# WORK REQUIRED:
Among the entries, find the lines with the string "this" and copy them.

# INPUT DATA:
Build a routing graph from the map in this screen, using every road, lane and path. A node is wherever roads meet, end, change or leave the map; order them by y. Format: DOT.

--

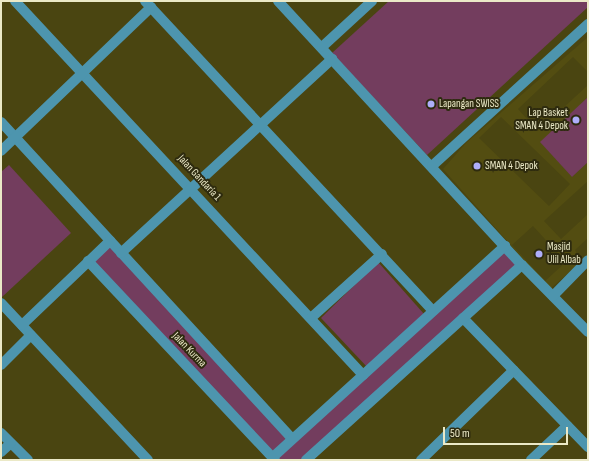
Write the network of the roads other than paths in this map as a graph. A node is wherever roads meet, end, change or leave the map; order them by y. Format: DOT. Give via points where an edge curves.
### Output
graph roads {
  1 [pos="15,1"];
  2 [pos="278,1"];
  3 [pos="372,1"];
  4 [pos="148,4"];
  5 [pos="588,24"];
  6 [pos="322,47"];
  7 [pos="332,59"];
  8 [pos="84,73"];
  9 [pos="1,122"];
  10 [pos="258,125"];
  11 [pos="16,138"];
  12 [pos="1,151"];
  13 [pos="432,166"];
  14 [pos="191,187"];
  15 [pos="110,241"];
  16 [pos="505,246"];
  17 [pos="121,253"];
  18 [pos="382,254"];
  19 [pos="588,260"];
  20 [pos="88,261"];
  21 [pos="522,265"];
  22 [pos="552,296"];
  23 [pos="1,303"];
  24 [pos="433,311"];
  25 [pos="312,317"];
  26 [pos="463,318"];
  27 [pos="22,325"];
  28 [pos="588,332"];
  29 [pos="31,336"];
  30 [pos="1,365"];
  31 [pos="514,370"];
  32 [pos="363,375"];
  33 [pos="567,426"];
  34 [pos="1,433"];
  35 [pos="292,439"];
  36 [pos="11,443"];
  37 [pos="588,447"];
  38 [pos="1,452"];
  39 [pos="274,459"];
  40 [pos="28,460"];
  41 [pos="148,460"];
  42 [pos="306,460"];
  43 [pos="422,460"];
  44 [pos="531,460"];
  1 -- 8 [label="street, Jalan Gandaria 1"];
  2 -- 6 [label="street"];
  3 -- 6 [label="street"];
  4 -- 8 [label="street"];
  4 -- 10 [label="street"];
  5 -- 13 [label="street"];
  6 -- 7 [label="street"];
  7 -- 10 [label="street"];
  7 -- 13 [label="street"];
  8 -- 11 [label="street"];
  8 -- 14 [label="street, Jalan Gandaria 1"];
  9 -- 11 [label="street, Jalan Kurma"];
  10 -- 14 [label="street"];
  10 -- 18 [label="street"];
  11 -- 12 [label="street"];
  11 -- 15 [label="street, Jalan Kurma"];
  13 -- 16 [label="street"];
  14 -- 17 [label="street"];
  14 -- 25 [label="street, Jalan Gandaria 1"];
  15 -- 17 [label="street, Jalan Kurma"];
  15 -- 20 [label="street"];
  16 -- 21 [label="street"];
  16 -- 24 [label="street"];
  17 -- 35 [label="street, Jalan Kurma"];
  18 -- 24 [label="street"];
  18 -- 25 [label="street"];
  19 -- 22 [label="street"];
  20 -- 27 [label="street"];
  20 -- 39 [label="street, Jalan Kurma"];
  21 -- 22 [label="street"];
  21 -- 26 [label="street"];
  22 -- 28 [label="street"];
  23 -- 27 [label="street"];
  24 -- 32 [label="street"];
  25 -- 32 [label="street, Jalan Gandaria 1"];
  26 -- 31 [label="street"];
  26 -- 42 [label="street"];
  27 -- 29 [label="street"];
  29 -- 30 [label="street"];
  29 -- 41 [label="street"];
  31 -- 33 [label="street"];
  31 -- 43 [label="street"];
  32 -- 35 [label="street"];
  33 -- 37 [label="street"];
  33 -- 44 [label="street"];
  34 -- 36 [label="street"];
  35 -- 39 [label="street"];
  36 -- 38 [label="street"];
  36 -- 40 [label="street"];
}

# SOLUTION TO THE PROBLEM:
Build a routing graph from the map in this screen, using every road, lane and path. A node is wherever roads meet, end, change or leave the map; order them by y. Format: DOT.
Write the network of the roads other than paths in this map as a graph. A node is wherever roads meet, end, change or leave the map; order them by y. Format: DOT. Give via points where an edge curves.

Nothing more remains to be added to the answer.